--- START ---

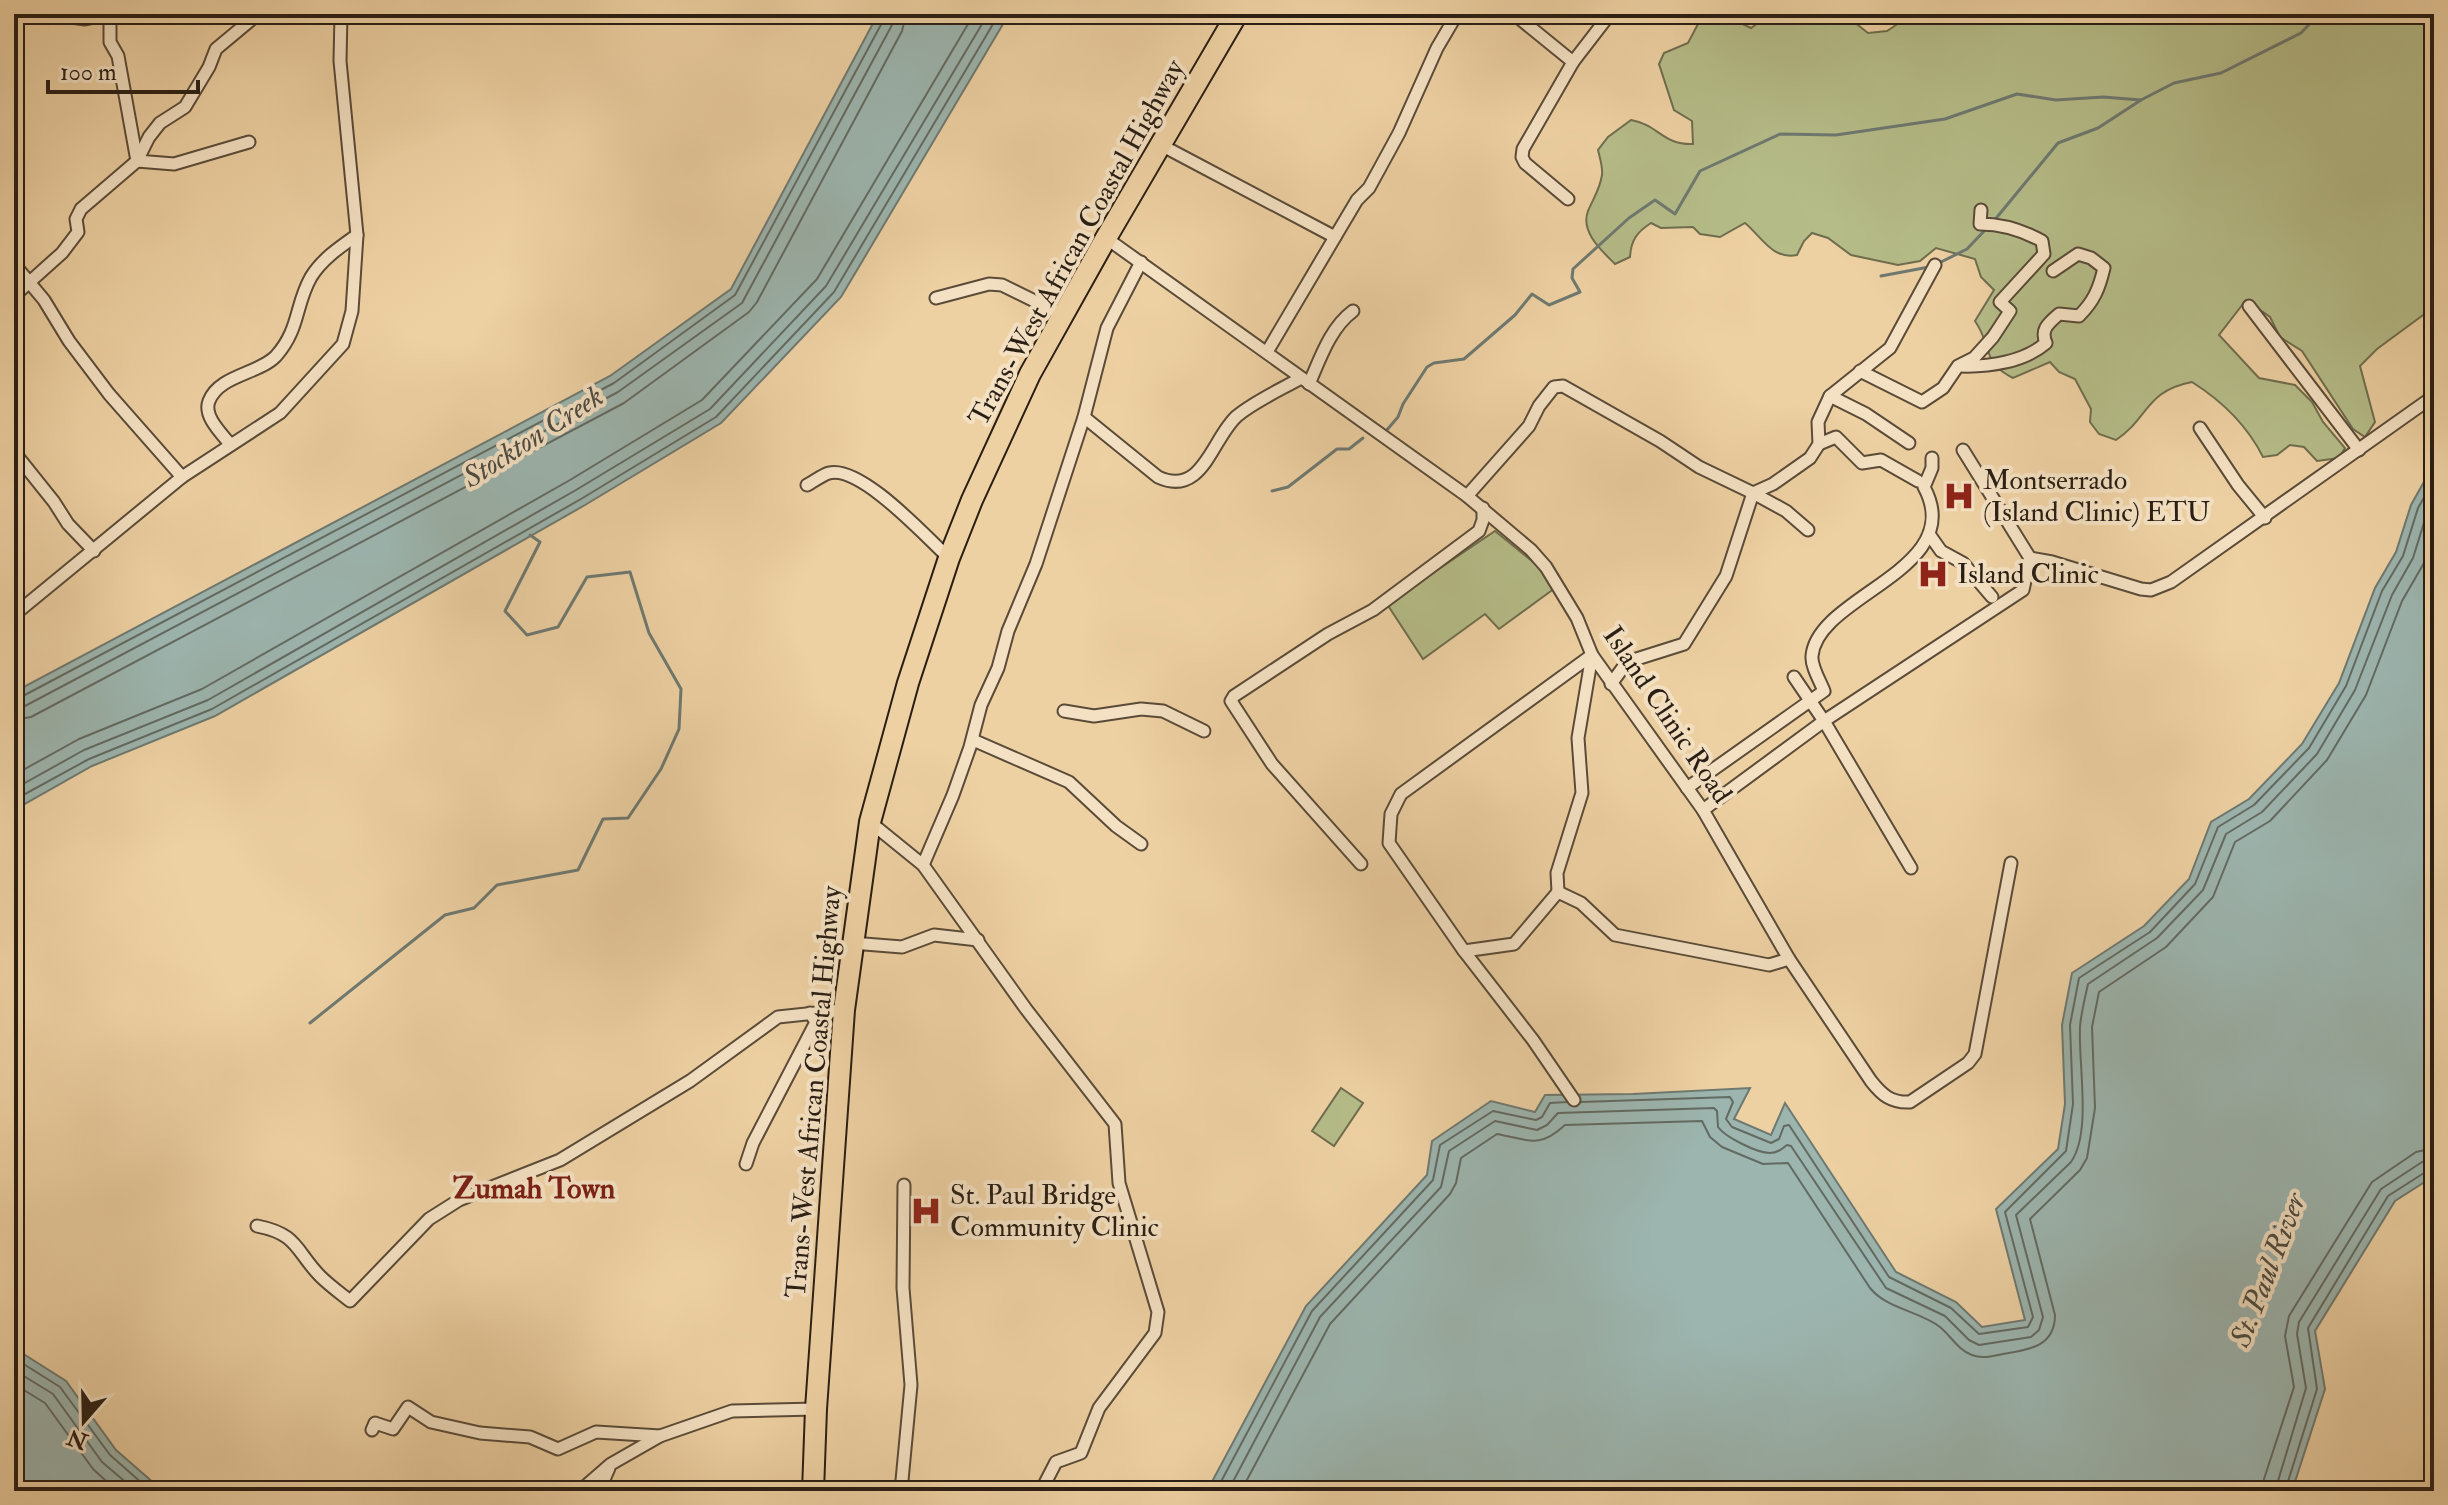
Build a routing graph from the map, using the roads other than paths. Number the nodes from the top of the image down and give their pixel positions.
1 (111, 14) edge
2 (258, 14) edge
3 (341, 14) edge
4 (1237, 14) edge
5 (1457, 14) edge
6 (1514, 14) edge
7 (1610, 14) edge
8 (58, 15) edge
9 (1573, 62) junction
10 (249, 142) dead end
11 (1161, 145) junction
12 (137, 161) junction
13 (1568, 199) dead end
14 (1981, 210) dead end
15 (357, 235) junction
16 (1335, 237) junction
17 (1106, 238) junction
18 (1141, 262) junction
19 (14, 264) edge
20 (1935, 265) dead end
21 (2053, 271) dead end
22 (30, 283) junction
23 (14, 296) edge
24 (936, 298) dead end
25 (2249, 306) dead end
26 (1353, 311) dead end
27 (1063, 315) junction
28 (1267, 352) junction
29 (1958, 366) junction
30 (1860, 371) junction
31 (1305, 381) junction
32 (1830, 396) junction
33 (2434, 396) edge
34 (1084, 417) junction
35 (2200, 428) dead end
36 (1909, 443) dead end
37 (230, 444) junction
38 (1819, 444) junction
39 (1963, 450) dead end
40 (2359, 450) junction
41 (14, 452) edge
42 (1932, 458) dead end
43 (182, 477) junction
44 (1918, 481) dead end
45 (807, 485) dead end
46 (1753, 493) junction
47 (1467, 496) junction
48 (1483, 508) junction
49 (2265, 518) junction
50 (1808, 530) dead end
51 (1929, 534) junction
52 (94, 551) junction
53 (949, 558) junction
54 (2030, 558) junction
55 (1992, 597) dead end
56 (14, 615) edge
57 (1592, 655) junction
58 (1794, 677) dead end
59 (1611, 684) junction
60 (1810, 700) junction
61 (1064, 711) dead end
62 (1824, 721) junction
63 (1204, 731) dead end
64 (973, 740) junction
65 (1687, 788) junction
66 (1703, 810) junction
67 (870, 822) junction
68 (1141, 844) dead end
69 (2011, 863) dead end
70 (1361, 864) dead end
71 (923, 865) junction
72 (1911, 868) dead end
73 (1558, 892) junction
74 (978, 940) junction
75 (852, 943) junction
76 (1464, 951) junction
77 (1789, 959) junction
78 (844, 1010) junction
79 (810, 1013) junction
80 (1574, 1100) dead end
81 (746, 1164) dead end
82 (904, 1185) dead end
83 (257, 1226) dead end
84 (816, 1409) junction
85 (372, 1430) dead end
86 (660, 1436) junction
87 (611, 1464) junction
88 (580, 1491) edge
89 (599, 1491) edge
90 (813, 1491) edge
91 (901, 1491) edge
92 (1041, 1491) edge

1 - 8 street
1 - 12 street
2 - 12 street
3 - 15 street
4 - 11 highway, Trans-West African Coastal Highway
5 - 16 street
6 - 9 street
7 - 9 street
9 - 13 street
10 - 12 street
11 - 16 street
11 - 17 highway, Trans-West African Coastal Highway
12 - 22 street
14 - 29 street
15 - 37 street
15 - 37 street
16 - 28 street
17 - 18 street, Island Clinic Road
17 - 27 highway, Trans-West African Coastal Highway
18 - 28 street, Island Clinic Road
18 - 34 street
19 - 22 street
20 - 30 street
21 - 29 street
22 - 23 street
22 - 43 street
24 - 27 street
25 - 40 street
26 - 31 street
27 - 53 highway, Trans-West African Coastal Highway
28 - 31 street, Island Clinic Road
29 - 30 street
30 - 32 street
31 - 34 street
31 - 47 street, Island Clinic Road
32 - 36 street
32 - 38 street
33 - 40 street
34 - 64 street
35 - 49 street
37 - 43 street
38 - 44 street
38 - 46 street
39 - 54 street
40 - 49 street
41 - 52 street
42 - 51 street
43 - 52 street
45 - 53 street
46 - 47 street
46 - 50 street
46 - 59 street
47 - 48 street, Island Clinic Road
48 - 57 street, Island Clinic Road
48 - 70 street
49 - 54 street
51 - 55 street
51 - 60 street
52 - 56 street
53 - 67 highway, Trans-West African Coastal Highway
54 - 62 street
57 - 59 street, Island Clinic Road
57 - 73 street
57 - 76 street
58 - 60 street
59 - 65 street, Island Clinic Road
60 - 62 street
60 - 65 street
61 - 63 street
62 - 66 street
62 - 72 street
64 - 68 street
64 - 71 street
65 - 66 street, Island Clinic Road
66 - 77 street, Island Clinic Road
67 - 71 street
67 - 75 highway, Trans-West African Coastal Highway
69 - 77 street, Island Clinic Road
71 - 74 street
73 - 76 street
73 - 77 street
74 - 75 street
74 - 92 street
75 - 78 highway, Trans-West African Coastal Highway
76 - 80 street
78 - 79 street
78 - 84 highway, Trans-West African Coastal Highway
79 - 81 street
79 - 83 street
82 - 91 street
84 - 86 street
84 - 90 highway, Trans-West African Coastal Highway
85 - 86 street
86 - 87 street
87 - 88 street
87 - 89 street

--- END ---

Exact copy, no pictures: please print every record above as written.

# RESPONSE BOX
Build a routing graph from the map, using the roads other than paths. Number the nodes from the top of the image down and give their pixel positions.
1 (111, 14) edge
2 (258, 14) edge
3 (341, 14) edge
4 (1237, 14) edge
5 (1457, 14) edge
6 (1514, 14) edge
7 (1610, 14) edge
8 (58, 15) edge
9 (1573, 62) junction
10 (249, 142) dead end
11 (1161, 145) junction
12 (137, 161) junction
13 (1568, 199) dead end
14 (1981, 210) dead end
15 (357, 235) junction
16 (1335, 237) junction
17 (1106, 238) junction
18 (1141, 262) junction
19 (14, 264) edge
20 (1935, 265) dead end
21 (2053, 271) dead end
22 (30, 283) junction
23 (14, 296) edge
24 (936, 298) dead end
25 (2249, 306) dead end
26 (1353, 311) dead end
27 (1063, 315) junction
28 (1267, 352) junction
29 (1958, 366) junction
30 (1860, 371) junction
31 (1305, 381) junction
32 (1830, 396) junction
33 (2434, 396) edge
34 (1084, 417) junction
35 (2200, 428) dead end
36 (1909, 443) dead end
37 (230, 444) junction
38 (1819, 444) junction
39 (1963, 450) dead end
40 (2359, 450) junction
41 (14, 452) edge
42 (1932, 458) dead end
43 (182, 477) junction
44 (1918, 481) dead end
45 (807, 485) dead end
46 (1753, 493) junction
47 (1467, 496) junction
48 (1483, 508) junction
49 (2265, 518) junction
50 (1808, 530) dead end
51 (1929, 534) junction
52 (94, 551) junction
53 (949, 558) junction
54 (2030, 558) junction
55 (1992, 597) dead end
56 (14, 615) edge
57 (1592, 655) junction
58 (1794, 677) dead end
59 (1611, 684) junction
60 (1810, 700) junction
61 (1064, 711) dead end
62 (1824, 721) junction
63 (1204, 731) dead end
64 (973, 740) junction
65 (1687, 788) junction
66 (1703, 810) junction
67 (870, 822) junction
68 (1141, 844) dead end
69 (2011, 863) dead end
70 (1361, 864) dead end
71 (923, 865) junction
72 (1911, 868) dead end
73 (1558, 892) junction
74 (978, 940) junction
75 (852, 943) junction
76 (1464, 951) junction
77 (1789, 959) junction
78 (844, 1010) junction
79 (810, 1013) junction
80 (1574, 1100) dead end
81 (746, 1164) dead end
82 (904, 1185) dead end
83 (257, 1226) dead end
84 (816, 1409) junction
85 (372, 1430) dead end
86 (660, 1436) junction
87 (611, 1464) junction
88 (580, 1491) edge
89 (599, 1491) edge
90 (813, 1491) edge
91 (901, 1491) edge
92 (1041, 1491) edge

1 - 8 street
1 - 12 street
2 - 12 street
3 - 15 street
4 - 11 highway, Trans-West African Coastal Highway
5 - 16 street
6 - 9 street
7 - 9 street
9 - 13 street
10 - 12 street
11 - 16 street
11 - 17 highway, Trans-West African Coastal Highway
12 - 22 street
14 - 29 street
15 - 37 street
15 - 37 street
16 - 28 street
17 - 18 street, Island Clinic Road
17 - 27 highway, Trans-West African Coastal Highway
18 - 28 street, Island Clinic Road
18 - 34 street
19 - 22 street
20 - 30 street
21 - 29 street
22 - 23 street
22 - 43 street
24 - 27 street
25 - 40 street
26 - 31 street
27 - 53 highway, Trans-West African Coastal Highway
28 - 31 street, Island Clinic Road
29 - 30 street
30 - 32 street
31 - 34 street
31 - 47 street, Island Clinic Road
32 - 36 street
32 - 38 street
33 - 40 street
34 - 64 street
35 - 49 street
37 - 43 street
38 - 44 street
38 - 46 street
39 - 54 street
40 - 49 street
41 - 52 street
42 - 51 street
43 - 52 street
45 - 53 street
46 - 47 street
46 - 50 street
46 - 59 street
47 - 48 street, Island Clinic Road
48 - 57 street, Island Clinic Road
48 - 70 street
49 - 54 street
51 - 55 street
51 - 60 street
52 - 56 street
53 - 67 highway, Trans-West African Coastal Highway
54 - 62 street
57 - 59 street, Island Clinic Road
57 - 73 street
57 - 76 street
58 - 60 street
59 - 65 street, Island Clinic Road
60 - 62 street
60 - 65 street
61 - 63 street
62 - 66 street
62 - 72 street
64 - 68 street
64 - 71 street
65 - 66 street, Island Clinic Road
66 - 77 street, Island Clinic Road
67 - 71 street
67 - 75 highway, Trans-West African Coastal Highway
69 - 77 street, Island Clinic Road
71 - 74 street
73 - 76 street
73 - 77 street
74 - 75 street
74 - 92 street
75 - 78 highway, Trans-West African Coastal Highway
76 - 80 street
78 - 79 street
78 - 84 highway, Trans-West African Coastal Highway
79 - 81 street
79 - 83 street
82 - 91 street
84 - 86 street
84 - 90 highway, Trans-West African Coastal Highway
85 - 86 street
86 - 87 street
87 - 88 street
87 - 89 street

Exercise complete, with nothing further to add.